Channel-flow response function considering the downstream tidal effect and hydraulic characteristics

Abstract

The channel impulse response function derived from the linearized Saint Venant equations has been widely applied to predict the streamflow discharge. Huang and Lee (2020) indicated that the distribution type of the impulse response function proposed by Dooge et al. (1987a) was restricted because of the constant reference parameters, therefore, they introduced the time-varying reference parameters according to the upstream inflow condition to reinforce the flexibility of adjusting the impulse response function. However, this model, called channel hydrological response function (CHARFU), was merely applicable to a channel under the assumption of a downstream open boundary. This study intended to apply the other impulse response function which was derived from the downstream disturbance and combine this function with the one derived from the upstream input to extend the model applicability in various channel states. To consider the temporal change of the downstream boundary condition, the time-varying reference parameters were also introduced in the function according to the tidal level at the estuary. A routing procedure that explained the integration of the two impulse responses for both upstream and downstream inputs was proposed as well for the runoff simulation of the entire river basin.

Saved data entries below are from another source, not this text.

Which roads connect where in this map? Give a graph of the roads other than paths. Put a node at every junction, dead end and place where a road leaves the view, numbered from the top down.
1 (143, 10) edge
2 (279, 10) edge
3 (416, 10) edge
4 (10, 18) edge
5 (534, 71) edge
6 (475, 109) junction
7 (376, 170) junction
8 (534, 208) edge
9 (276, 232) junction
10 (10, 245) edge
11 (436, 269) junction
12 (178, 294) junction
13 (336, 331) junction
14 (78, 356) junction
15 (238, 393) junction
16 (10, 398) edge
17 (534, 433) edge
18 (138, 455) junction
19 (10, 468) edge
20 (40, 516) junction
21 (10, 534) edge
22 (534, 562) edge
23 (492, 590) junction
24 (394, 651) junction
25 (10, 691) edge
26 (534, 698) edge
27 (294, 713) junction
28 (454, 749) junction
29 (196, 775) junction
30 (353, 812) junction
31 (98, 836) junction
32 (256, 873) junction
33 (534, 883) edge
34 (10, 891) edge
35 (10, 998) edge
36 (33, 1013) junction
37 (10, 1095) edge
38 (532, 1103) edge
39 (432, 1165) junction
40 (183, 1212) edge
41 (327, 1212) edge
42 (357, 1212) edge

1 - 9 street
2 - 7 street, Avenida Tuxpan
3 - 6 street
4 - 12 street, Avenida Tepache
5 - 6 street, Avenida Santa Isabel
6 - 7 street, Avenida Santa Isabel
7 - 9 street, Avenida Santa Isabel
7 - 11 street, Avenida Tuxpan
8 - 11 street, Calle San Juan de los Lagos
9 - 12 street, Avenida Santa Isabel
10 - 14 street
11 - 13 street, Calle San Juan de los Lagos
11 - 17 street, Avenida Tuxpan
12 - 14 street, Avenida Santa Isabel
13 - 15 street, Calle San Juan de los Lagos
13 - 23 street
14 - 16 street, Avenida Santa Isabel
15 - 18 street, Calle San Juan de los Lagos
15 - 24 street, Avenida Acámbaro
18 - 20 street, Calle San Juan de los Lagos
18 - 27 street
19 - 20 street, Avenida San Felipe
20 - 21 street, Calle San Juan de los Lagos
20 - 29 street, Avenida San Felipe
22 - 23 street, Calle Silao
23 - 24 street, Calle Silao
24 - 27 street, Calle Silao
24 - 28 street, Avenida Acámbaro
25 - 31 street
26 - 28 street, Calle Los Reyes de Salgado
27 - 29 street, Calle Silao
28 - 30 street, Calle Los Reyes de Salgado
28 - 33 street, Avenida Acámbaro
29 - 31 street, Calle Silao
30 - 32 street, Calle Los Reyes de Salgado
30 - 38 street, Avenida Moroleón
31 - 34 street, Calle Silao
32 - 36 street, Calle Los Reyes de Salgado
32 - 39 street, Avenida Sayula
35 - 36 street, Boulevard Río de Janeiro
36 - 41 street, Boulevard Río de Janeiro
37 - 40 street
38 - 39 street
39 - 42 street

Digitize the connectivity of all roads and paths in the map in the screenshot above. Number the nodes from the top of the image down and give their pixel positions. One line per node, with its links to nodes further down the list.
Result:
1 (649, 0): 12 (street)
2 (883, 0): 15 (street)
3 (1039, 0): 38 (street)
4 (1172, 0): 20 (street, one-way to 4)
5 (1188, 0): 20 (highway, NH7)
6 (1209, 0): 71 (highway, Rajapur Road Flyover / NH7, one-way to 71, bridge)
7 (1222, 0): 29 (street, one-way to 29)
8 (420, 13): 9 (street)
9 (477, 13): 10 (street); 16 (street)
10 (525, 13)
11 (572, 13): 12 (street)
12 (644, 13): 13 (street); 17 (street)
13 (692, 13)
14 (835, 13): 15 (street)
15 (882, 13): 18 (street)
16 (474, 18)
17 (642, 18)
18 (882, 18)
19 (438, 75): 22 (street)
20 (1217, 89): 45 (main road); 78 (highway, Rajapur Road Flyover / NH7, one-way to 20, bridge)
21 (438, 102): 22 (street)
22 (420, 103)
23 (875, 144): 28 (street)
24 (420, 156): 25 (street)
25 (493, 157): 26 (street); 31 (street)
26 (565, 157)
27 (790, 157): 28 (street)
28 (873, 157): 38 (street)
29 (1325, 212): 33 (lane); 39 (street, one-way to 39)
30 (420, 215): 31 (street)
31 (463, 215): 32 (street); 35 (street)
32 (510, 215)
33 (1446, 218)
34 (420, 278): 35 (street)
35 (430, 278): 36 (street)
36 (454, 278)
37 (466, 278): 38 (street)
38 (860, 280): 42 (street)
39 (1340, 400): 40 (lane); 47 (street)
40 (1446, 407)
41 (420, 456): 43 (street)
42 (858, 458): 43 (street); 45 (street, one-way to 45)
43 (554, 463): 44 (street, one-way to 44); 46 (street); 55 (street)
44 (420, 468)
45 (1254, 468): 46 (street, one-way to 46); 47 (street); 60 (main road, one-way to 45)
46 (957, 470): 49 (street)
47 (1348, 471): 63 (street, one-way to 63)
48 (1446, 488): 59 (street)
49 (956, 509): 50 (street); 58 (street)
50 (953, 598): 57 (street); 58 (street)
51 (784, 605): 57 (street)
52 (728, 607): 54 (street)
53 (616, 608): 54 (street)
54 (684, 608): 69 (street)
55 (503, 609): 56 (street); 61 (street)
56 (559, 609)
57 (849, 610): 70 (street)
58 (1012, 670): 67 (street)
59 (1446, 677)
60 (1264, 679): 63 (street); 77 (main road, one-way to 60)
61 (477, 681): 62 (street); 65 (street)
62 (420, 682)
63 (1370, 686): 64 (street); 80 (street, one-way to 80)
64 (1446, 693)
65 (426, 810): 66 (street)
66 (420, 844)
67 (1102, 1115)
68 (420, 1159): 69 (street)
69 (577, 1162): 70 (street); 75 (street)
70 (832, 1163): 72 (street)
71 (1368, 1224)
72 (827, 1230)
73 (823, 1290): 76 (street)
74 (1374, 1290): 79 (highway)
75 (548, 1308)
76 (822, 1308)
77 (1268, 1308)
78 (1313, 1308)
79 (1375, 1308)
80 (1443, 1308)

A series of tests showed that the proposed model could even yield similar hydrographs with the comparative cases that applied the numerical model based on the Saint Venant equations owing to the revision of reference parameters. A practical case of a river basin was also provided to demonstrate the effectiveness of the proposed model to reflect the influence of the downstream tidal level on the simulated hydrograph. Although the proposed linear channel routing method still can not be applied to simulate a channel reach with flow transitions such as a sharp change of water surface elevation due to the assumption of gradually varied flow in the linearized governing equations, it can be more stable than a finite difference model and avoids the latter's occasional numerical oscillations, especially when applied to a shallow channel with an irregular bed.